Details on constructing this API call (the URL) can be found through the application in link above. For now, the reader only needs to know that we are requesting hourly observations of 2m air temperature (in Fahrenheit) from 1950-1999 for the observing station at the Eagle airport. We are using `pandas` directly to read this link into a `DataFrame`:

In [13]:
url = (
    "https://mesonet.agron.iastate.edu/cgi-bin/request/asos.py?station=PAEG"
    "&data=tmpf&year1=1950&month1=1&day1=1&year2=1999&month2=12&day2=31&tz=Etc%2FUTC"
    "&format=onlycomma&latlon=no&elev=no&missing=empty&trace=T&direct=yes&report_type=3"
)
df = pd.read_csv(url)

In the record produced by the IEM, it looks like less than 1% of the observations are missing, which might not impact subsequent analyses too much:

In [24]:
print(f"Missing observations: {round(df.isnull().tmpf.sum() / len(df) * 100, 2)}%")

Missing observations: 0.95%


Next, we need to download the ERA5-Land data. See the [era5_access.ipynb](./era5_access.ipynb) notebook for help on retrieving this data. 

Below is a code snippet which can be pasted into a script and run via `python script.py` to download all of the data. While it is not a ton of data, various factors can influence the speed at which the CDS API can package and return this data from the underlying dataset. 

Since we will be requesting hourly data for 1950-1999, we will be pulling 50 years * ~8760 hours = ~438000 records, which exceeds their current limit of 12000 records per request.

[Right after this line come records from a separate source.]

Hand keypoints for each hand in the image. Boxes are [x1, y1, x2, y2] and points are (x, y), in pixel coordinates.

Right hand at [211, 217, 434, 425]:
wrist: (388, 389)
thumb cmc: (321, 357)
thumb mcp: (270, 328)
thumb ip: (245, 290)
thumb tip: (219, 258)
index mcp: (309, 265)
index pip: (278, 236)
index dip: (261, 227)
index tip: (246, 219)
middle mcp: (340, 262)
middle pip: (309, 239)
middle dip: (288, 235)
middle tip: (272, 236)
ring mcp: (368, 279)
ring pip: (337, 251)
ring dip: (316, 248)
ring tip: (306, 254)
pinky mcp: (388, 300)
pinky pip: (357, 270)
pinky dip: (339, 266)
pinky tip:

So, we will iterate over each year to keep things simple, and request data for that year. 

Here is the script:

(not sure if this is the best way to share this script)
```python

import cdsapi
from pathlib import Path
from ardac_utils import unzip, cdsapi_timerange_params

# Eagle airport coordinates
lat = 64.7780833
lon = -141.1496111
ak_bbox = [lat, lon, lat, lon]

params = {
    "format": "netcdf.zip",
    "variable": "2m_temperature",
    "area": ak_bbox,
}

c = cdsapi.Client()

eagle_era5_dir = Path("eagle_era5land")
eagle_era5_dir.mkdir(exist_ok=True)
for year in range(1950, 1999):
    download_path = eagle_era5_dir.joinpath(f"era5land_eagle_{year}.netcdf.zip")
    time_params = cdsapi_timerange_params(
        start_time=f"{year}-01-01", end_time=f"{year}-11-24 23:00:00", freq="h"
    )
    params.update(time_params)
    c.retrieve("reanalysis-era5-land", params, download_path)

    unzip_path = eagle_era5_dir.joinpath(download_path.name.replace(".netcdf.zip", ".nc"))
    unzip(download_path, unzip_path)
```

Once that script completes, you should have a folder containing files named `era5land_eagle_<year>.nc` for all years in 1950-1999. We can now do some comparisons between the observed data and the ERA5-Land data.